**What is required**
Set every line of the listing down again, keeping it identical.

**Records provided**
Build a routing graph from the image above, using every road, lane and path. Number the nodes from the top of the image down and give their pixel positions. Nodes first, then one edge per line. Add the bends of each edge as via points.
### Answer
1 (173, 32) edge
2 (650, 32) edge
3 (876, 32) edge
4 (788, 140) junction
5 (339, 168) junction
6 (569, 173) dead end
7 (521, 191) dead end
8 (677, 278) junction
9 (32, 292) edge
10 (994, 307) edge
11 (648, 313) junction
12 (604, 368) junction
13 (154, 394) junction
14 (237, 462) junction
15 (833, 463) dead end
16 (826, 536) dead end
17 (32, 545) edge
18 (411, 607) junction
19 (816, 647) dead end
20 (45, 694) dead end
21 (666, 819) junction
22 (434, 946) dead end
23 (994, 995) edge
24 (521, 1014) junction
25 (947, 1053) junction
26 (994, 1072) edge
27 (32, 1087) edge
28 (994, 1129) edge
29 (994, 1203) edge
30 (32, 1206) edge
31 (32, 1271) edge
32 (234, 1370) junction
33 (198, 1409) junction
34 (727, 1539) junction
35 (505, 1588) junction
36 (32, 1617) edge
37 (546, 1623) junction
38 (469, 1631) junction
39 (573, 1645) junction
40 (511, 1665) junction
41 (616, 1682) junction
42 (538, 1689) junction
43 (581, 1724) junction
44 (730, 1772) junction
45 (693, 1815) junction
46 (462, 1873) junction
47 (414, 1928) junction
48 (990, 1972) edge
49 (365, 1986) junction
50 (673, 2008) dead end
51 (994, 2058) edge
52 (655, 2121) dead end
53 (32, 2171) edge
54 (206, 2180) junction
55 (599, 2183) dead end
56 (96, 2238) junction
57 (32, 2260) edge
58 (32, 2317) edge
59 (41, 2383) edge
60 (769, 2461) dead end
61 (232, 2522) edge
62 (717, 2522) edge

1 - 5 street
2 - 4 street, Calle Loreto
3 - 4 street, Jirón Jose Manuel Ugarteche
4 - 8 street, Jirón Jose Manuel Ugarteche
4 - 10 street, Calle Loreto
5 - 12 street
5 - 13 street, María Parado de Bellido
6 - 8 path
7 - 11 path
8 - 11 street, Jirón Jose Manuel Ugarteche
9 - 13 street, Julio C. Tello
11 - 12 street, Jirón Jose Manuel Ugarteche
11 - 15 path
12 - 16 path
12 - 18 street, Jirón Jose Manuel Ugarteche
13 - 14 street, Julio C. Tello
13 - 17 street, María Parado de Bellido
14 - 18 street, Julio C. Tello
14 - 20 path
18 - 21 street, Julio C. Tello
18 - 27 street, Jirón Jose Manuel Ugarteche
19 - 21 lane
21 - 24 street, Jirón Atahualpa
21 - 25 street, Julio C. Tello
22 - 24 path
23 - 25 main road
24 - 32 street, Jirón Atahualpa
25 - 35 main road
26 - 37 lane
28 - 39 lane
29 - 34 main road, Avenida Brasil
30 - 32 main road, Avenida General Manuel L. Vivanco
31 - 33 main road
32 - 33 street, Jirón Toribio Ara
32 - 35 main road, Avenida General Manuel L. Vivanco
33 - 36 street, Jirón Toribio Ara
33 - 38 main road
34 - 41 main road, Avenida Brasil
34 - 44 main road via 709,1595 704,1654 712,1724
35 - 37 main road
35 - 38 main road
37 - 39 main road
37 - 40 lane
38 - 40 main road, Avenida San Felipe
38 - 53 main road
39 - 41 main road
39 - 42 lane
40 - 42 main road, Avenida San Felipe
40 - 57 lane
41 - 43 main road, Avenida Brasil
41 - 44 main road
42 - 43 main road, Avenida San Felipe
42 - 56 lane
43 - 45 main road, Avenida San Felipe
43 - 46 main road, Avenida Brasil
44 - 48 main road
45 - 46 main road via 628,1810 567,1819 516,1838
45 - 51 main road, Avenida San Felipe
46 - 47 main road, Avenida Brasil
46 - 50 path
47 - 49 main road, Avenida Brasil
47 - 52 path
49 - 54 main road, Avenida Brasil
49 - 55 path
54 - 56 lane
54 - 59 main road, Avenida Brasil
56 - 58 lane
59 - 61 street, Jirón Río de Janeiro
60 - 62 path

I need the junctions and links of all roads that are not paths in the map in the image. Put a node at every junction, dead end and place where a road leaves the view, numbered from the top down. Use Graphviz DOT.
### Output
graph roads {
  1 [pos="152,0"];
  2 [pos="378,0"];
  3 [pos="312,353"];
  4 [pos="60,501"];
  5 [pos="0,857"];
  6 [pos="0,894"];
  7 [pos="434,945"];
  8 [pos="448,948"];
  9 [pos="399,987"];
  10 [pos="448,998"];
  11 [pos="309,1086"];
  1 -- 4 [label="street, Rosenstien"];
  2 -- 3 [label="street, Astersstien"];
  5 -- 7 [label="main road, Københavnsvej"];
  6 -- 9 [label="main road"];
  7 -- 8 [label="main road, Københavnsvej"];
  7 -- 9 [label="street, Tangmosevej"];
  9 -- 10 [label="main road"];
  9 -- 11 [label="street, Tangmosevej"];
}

**Output for this task**
Build a routing graph from the image above, using every road, lane and path. Number the nodes from the top of the image down and give their pixel positions. Nodes first, then one edge per line. Add the bends of each edge as via points.
### Answer
1 (173, 32) edge
2 (650, 32) edge
3 (876, 32) edge
4 (788, 140) junction
5 (339, 168) junction
6 (569, 173) dead end
7 (521, 191) dead end
8 (677, 278) junction
9 (32, 292) edge
10 (994, 307) edge
11 (648, 313) junction
12 (604, 368) junction
13 (154, 394) junction
14 (237, 462) junction
15 (833, 463) dead end
16 (826, 536) dead end
17 (32, 545) edge
18 (411, 607) junction
19 (816, 647) dead end
20 (45, 694) dead end
21 (666, 819) junction
22 (434, 946) dead end
23 (994, 995) edge
24 (521, 1014) junction
25 (947, 1053) junction
26 (994, 1072) edge
27 (32, 1087) edge
28 (994, 1129) edge
29 (994, 1203) edge
30 (32, 1206) edge
31 (32, 1271) edge
32 (234, 1370) junction
33 (198, 1409) junction
34 (727, 1539) junction
35 (505, 1588) junction
36 (32, 1617) edge
37 (546, 1623) junction
38 (469, 1631) junction
39 (573, 1645) junction
40 (511, 1665) junction
41 (616, 1682) junction
42 (538, 1689) junction
43 (581, 1724) junction
44 (730, 1772) junction
45 (693, 1815) junction
46 (462, 1873) junction
47 (414, 1928) junction
48 (990, 1972) edge
49 (365, 1986) junction
50 (673, 2008) dead end
51 (994, 2058) edge
52 (655, 2121) dead end
53 (32, 2171) edge
54 (206, 2180) junction
55 (599, 2183) dead end
56 (96, 2238) junction
57 (32, 2260) edge
58 (32, 2317) edge
59 (41, 2383) edge
60 (769, 2461) dead end
61 (232, 2522) edge
62 (717, 2522) edge

1 - 5 street
2 - 4 street, Calle Loreto
3 - 4 street, Jirón Jose Manuel Ugarteche
4 - 8 street, Jirón Jose Manuel Ugarteche
4 - 10 street, Calle Loreto
5 - 12 street
5 - 13 street, María Parado de Bellido
6 - 8 path
7 - 11 path
8 - 11 street, Jirón Jose Manuel Ugarteche
9 - 13 street, Julio C. Tello
11 - 12 street, Jirón Jose Manuel Ugarteche
11 - 15 path
12 - 16 path
12 - 18 street, Jirón Jose Manuel Ugarteche
13 - 14 street, Julio C. Tello
13 - 17 street, María Parado de Bellido
14 - 18 street, Julio C. Tello
14 - 20 path
18 - 21 street, Julio C. Tello
18 - 27 street, Jirón Jose Manuel Ugarteche
19 - 21 lane
21 - 24 street, Jirón Atahualpa
21 - 25 street, Julio C. Tello
22 - 24 path
23 - 25 main road
24 - 32 street, Jirón Atahualpa
25 - 35 main road
26 - 37 lane
28 - 39 lane
29 - 34 main road, Avenida Brasil
30 - 32 main road, Avenida General Manuel L. Vivanco
31 - 33 main road
32 - 33 street, Jirón Toribio Ara
32 - 35 main road, Avenida General Manuel L. Vivanco
33 - 36 street, Jirón Toribio Ara
33 - 38 main road
34 - 41 main road, Avenida Brasil
34 - 44 main road via 709,1595 704,1654 712,1724
35 - 37 main road
35 - 38 main road
37 - 39 main road
37 - 40 lane
38 - 40 main road, Avenida San Felipe
38 - 53 main road
39 - 41 main road
39 - 42 lane
40 - 42 main road, Avenida San Felipe
40 - 57 lane
41 - 43 main road, Avenida Brasil
41 - 44 main road
42 - 43 main road, Avenida San Felipe
42 - 56 lane
43 - 45 main road, Avenida San Felipe
43 - 46 main road, Avenida Brasil
44 - 48 main road
45 - 46 main road via 628,1810 567,1819 516,1838
45 - 51 main road, Avenida San Felipe
46 - 47 main road, Avenida Brasil
46 - 50 path
47 - 49 main road, Avenida Brasil
47 - 52 path
49 - 54 main road, Avenida Brasil
49 - 55 path
54 - 56 lane
54 - 59 main road, Avenida Brasil
56 - 58 lane
59 - 61 street, Jirón Río de Janeiro
60 - 62 path

I need the junctions and links of all roads that are not paths in the map in the image. Put a node at every junction, dead end and place where a road leaves the view, numbered from the top down. Use Graphviz DOT.
### Output
graph roads {
  1 [pos="152,0"];
  2 [pos="378,0"];
  3 [pos="312,353"];
  4 [pos="60,501"];
  5 [pos="0,857"];
  6 [pos="0,894"];
  7 [pos="434,945"];
  8 [pos="448,948"];
  9 [pos="399,987"];
  10 [pos="448,998"];
  11 [pos="309,1086"];
  1 -- 4 [label="street, Rosenstien"];
  2 -- 3 [label="street, Astersstien"];
  5 -- 7 [label="main road, Københavnsvej"];
  6 -- 9 [label="main road"];
  7 -- 8 [label="main road, Københavnsvej"];
  7 -- 9 [label="street, Tangmosevej"];
  9 -- 10 [label="main road"];
  9 -- 11 [label="street, Tangmosevej"];
}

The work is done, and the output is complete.